Groven, Nina, Fors, Egil A, Reitan, Solveig Klæbo · Brain, behavior, and immunity · 2019 · DOI
This study measured inflammation markers in the blood of people with ME/CFS and fibromyalgia, compared to healthy people. Both patient groups had higher levels of a marker called hsCRP (a sign of inflammation) than healthy controls. The two conditions showed similar inflammation levels, suggesting they may share some biological similarities.
This study provides objective biological evidence that ME/CFS involves measurable immune activation, supporting the view that it is not purely psychological. Finding that both ME/CFS and fibromyalgia share elevated inflammation suggests these conditions may have overlapping pathophysiological mechanisms, which could guide future research into shared treatment approaches.

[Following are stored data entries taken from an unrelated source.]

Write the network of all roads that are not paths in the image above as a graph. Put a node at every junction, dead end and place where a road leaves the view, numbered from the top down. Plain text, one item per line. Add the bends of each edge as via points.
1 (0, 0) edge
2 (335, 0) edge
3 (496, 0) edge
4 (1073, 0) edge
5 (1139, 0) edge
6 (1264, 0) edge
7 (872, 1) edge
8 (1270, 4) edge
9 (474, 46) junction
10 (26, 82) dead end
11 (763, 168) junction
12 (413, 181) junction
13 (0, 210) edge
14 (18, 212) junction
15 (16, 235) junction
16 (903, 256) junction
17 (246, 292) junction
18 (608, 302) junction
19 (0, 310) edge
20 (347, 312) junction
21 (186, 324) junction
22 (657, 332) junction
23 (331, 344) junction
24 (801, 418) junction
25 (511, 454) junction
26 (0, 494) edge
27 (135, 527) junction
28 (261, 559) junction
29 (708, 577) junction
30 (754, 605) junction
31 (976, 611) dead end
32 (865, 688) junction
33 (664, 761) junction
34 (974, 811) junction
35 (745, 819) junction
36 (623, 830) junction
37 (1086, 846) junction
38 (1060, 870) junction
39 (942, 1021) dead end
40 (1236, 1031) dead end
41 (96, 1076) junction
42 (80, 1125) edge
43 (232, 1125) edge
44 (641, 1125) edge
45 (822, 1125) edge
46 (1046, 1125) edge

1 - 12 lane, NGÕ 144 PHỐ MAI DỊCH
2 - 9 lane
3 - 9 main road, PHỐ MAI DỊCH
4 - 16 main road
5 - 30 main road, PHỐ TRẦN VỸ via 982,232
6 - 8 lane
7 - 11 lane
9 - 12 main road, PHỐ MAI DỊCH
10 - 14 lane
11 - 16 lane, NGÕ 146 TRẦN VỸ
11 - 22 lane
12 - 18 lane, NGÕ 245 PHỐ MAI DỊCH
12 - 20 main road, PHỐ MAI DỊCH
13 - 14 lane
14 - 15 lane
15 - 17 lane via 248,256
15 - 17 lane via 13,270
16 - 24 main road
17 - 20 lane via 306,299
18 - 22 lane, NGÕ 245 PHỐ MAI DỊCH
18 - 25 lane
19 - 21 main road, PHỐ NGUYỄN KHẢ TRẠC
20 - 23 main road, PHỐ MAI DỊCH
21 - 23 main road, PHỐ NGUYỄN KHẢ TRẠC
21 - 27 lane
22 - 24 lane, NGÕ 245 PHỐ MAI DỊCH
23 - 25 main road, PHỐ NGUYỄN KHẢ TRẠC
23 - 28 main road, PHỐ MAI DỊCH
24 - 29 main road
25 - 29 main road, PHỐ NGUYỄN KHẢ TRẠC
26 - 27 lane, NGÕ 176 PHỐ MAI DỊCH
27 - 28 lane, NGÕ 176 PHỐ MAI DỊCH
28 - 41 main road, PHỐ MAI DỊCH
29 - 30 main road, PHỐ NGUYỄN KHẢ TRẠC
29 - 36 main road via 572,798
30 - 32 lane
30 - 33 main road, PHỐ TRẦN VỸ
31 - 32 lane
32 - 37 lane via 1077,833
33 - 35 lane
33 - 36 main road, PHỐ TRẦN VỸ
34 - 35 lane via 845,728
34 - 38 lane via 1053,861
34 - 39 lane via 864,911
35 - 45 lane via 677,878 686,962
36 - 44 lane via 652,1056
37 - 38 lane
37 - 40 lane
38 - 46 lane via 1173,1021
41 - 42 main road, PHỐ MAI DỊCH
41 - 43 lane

This study does not prove that elevated hsCRP causes ME/CFS or fibromyalgia—it only shows an association. It also does not establish whether hsCRP elevation is primary to disease pathology or secondary to other factors, and cannot distinguish between the two conditions based on inflammation levels alone. The cross-sectional design prevents determination of causality or whether hsCRP changes over disease course.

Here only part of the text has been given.